Sexuality

Male employee #1: I don’t think it exists.
Female employee: The G-spot? Oh, it’s real.
Male employee #1: I think it’s a mythical place.
Male employee #2: I’ve never heard of it.

2299 Ridge Road
Greenville, South Carolina

Overheard by: dying a slow death

Graphic designer holding two envelopes with different designs: Are you curious?
Marketing coordinator: I dunno… Are you bi-curious?
Graphic designer, stunned: Do you know what that means?
Marketing coordinator: Ummm… Doesn’t it mean doubly curious?

401 South Jackson Street
Seattle, Washington

Redneck woman: So you think chip's gay?
Son: I don't know.
Redneck woman: Maybe he just likes to look at pictures of naked men. Who knows?

Gainesville, Florida

Boss: Never lie to a transsexual!

Los Angeles, California

Worker #1: Have you worked with this guy before? (points at name in book).
Worker #2: Yeah, I think he likes rainbows.
Worker #3: He's totally rainbowized.

Bonner Springs, Kansas

Coworker to another: If faced with the possibility of vampire sex, I would definitely risk it.

Manhattan, New York

Female cube rat, reviewing document: This text is pixelated.
Male cube rat: What is that? (reads over her shoulder.) “Senior oral presentation”? (snickers) I don't think I want to know about that.
Female cube rat: Really, Jim? This early in the morning?

Chesapeake, Virginia

Overheard by: Haven't had enough coffee yet

Giggling girl in cubicle #1: Why can't I make it bigger?
Giggling girl in cubicle #2: This is so uncomfortable.
Giggling girl in cubicle #1: It gets better and better as it goes on.

Austin, Texas

Patient on phone: I would like to make an appointment to see Dr. Radcliff*
CSR: Okay, have you seen Dr.
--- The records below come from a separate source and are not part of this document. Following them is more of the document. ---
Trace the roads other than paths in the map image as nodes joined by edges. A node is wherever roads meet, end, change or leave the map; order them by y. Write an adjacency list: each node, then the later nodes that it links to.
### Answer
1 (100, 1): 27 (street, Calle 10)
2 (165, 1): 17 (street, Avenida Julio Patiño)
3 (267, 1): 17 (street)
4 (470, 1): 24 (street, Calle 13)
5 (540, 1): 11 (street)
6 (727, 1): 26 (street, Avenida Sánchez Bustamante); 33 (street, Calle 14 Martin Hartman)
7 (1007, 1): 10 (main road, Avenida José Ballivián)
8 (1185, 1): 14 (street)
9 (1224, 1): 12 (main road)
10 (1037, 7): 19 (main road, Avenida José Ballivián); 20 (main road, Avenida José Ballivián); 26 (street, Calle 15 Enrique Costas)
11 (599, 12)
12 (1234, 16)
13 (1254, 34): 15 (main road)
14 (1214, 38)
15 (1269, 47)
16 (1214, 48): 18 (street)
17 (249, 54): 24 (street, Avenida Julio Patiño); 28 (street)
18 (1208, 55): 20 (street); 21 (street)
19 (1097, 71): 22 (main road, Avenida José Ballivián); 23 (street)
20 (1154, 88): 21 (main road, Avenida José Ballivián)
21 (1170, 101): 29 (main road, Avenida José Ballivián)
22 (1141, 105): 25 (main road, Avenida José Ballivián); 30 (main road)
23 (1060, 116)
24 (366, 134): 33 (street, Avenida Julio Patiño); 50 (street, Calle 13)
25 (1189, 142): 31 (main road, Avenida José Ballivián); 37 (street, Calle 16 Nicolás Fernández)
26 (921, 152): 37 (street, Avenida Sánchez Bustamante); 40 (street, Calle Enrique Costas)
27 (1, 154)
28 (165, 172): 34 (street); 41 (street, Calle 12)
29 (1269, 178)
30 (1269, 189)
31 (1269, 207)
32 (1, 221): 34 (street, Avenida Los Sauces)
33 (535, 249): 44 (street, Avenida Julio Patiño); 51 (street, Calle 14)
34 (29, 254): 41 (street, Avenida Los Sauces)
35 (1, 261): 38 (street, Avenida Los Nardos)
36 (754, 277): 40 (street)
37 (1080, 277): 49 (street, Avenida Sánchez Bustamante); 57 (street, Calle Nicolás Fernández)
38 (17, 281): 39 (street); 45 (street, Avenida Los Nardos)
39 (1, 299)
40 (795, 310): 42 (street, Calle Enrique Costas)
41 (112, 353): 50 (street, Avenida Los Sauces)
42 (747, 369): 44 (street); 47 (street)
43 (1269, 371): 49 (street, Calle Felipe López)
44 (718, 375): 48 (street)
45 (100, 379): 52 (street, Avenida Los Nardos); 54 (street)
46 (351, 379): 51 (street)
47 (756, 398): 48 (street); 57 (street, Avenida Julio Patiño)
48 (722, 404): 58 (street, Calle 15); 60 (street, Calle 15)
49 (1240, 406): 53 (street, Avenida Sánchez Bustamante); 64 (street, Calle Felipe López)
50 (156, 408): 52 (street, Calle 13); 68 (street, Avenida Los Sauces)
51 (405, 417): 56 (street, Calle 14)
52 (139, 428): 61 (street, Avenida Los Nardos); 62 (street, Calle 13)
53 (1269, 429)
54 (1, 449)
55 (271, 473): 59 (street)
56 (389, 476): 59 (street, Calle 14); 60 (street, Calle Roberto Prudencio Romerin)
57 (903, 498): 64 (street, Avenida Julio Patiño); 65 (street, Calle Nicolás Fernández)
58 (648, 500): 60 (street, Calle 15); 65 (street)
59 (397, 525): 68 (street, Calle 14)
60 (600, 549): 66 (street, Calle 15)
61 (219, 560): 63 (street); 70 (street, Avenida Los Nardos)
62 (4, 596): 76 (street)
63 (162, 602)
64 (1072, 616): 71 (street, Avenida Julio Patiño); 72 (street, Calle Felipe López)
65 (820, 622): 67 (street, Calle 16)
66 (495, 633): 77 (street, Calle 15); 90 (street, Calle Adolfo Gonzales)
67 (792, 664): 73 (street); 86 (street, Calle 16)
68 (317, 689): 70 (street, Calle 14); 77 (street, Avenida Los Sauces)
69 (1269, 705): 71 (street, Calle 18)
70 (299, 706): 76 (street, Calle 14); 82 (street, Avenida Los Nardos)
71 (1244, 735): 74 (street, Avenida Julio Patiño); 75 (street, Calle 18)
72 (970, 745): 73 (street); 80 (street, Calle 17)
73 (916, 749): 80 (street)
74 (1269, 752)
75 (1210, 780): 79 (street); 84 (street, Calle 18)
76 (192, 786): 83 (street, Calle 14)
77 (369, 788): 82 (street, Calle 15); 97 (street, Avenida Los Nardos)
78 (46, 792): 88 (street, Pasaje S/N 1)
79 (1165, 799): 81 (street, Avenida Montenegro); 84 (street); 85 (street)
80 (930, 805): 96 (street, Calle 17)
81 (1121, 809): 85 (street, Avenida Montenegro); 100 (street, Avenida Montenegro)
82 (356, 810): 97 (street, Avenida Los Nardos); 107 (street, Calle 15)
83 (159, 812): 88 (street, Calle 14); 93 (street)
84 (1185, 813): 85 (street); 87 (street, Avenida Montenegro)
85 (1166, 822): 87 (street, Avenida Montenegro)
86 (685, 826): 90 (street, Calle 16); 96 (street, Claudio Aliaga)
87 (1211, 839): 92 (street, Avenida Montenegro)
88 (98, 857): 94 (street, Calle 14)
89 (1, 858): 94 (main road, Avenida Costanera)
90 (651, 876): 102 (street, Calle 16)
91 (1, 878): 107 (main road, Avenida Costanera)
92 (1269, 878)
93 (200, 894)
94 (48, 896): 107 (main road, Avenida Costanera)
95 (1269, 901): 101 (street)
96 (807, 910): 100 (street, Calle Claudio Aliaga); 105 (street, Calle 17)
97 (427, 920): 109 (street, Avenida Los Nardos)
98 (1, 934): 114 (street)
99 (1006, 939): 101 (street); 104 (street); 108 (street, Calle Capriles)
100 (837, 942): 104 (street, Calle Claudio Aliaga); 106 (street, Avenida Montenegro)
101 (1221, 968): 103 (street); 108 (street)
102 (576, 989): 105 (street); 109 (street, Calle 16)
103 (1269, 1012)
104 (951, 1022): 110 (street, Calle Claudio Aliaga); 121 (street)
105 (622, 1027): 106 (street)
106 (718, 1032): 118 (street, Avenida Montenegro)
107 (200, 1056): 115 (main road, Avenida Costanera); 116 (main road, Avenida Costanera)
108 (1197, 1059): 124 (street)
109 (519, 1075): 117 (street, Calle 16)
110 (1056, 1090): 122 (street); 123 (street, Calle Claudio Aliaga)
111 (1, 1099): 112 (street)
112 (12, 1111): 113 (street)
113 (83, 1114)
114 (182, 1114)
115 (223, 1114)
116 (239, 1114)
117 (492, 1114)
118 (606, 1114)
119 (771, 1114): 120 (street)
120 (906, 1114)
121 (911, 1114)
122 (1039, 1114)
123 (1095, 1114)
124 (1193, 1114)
Radcliff before or are you a new patient?
Patient: Well, he's been in me three times before (referring to stent placed in heart and legs) So he's pretty much my doctor already!
CSR: Okkkkkk… (nervous chuckle)

Burlington, Vermont

Overheard by: TMI

Old office lady #1: I found out what “buggery” means.
Old office lady #2: What?
Old office lady #1: It means “sodomy.” It must be an older word for it.